In closing, Faust invoked alumnus Oliver Wendell Holmes Jr., who described law as the “branch of human knowledge… more immediately connected with all the highest interests of man than any other which deals with practical affairs.” She particularly emphasized that juxtaposition of “highest interests” with “practical affairs” in the school’s mission of education for professional practice.

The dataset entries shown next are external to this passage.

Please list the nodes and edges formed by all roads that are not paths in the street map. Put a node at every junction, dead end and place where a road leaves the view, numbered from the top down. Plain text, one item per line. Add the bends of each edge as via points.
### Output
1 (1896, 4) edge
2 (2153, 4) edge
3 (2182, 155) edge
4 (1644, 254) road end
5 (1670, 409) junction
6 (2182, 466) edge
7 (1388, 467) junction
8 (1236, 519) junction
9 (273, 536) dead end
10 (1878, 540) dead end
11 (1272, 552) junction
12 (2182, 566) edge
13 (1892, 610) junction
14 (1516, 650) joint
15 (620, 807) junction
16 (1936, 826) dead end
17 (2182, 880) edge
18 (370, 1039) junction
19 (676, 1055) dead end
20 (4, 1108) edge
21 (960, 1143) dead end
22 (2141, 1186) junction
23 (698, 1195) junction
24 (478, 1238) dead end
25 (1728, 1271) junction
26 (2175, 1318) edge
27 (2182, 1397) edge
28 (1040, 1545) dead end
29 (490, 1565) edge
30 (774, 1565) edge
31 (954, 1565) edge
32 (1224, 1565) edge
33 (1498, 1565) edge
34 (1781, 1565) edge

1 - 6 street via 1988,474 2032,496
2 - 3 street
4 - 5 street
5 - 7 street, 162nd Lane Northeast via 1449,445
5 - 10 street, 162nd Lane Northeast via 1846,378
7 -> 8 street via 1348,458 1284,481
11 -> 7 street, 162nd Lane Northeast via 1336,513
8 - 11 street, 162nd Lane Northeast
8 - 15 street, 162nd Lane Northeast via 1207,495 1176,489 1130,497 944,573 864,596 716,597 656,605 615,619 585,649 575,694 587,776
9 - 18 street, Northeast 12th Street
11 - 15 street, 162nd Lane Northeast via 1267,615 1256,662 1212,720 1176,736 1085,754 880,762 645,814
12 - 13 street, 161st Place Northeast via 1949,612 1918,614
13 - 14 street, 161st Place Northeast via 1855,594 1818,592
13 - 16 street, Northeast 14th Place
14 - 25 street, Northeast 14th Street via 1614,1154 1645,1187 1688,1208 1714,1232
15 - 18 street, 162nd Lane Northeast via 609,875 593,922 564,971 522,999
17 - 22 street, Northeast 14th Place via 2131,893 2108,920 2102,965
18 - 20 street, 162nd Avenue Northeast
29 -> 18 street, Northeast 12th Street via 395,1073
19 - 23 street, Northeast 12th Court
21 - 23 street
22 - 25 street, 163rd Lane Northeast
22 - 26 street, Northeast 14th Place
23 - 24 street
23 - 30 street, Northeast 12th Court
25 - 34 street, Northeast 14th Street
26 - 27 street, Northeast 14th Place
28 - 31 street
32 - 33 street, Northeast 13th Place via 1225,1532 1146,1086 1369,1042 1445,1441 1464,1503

In the current economic turmoil, Faust said, the HLS faculty had particular responsibilities, along with their colleagues in other schools, to offer advice at the beginning of a long process of re-examining accountability, regulation, and fairness in the financial system and institutions that will emerge in the future. That work, she said, blends “practical affairs” with “conscious concern for what [Holmes] called ‘the highest interests of man’—not mere self-interest, not just the pursuit of professional status or personal gain, but rather the larger ideals that inspire this school and the profession it serves: ideals of justice, of equality, of freedom, of respect for the rule of law, of dedication to advancing the common good.”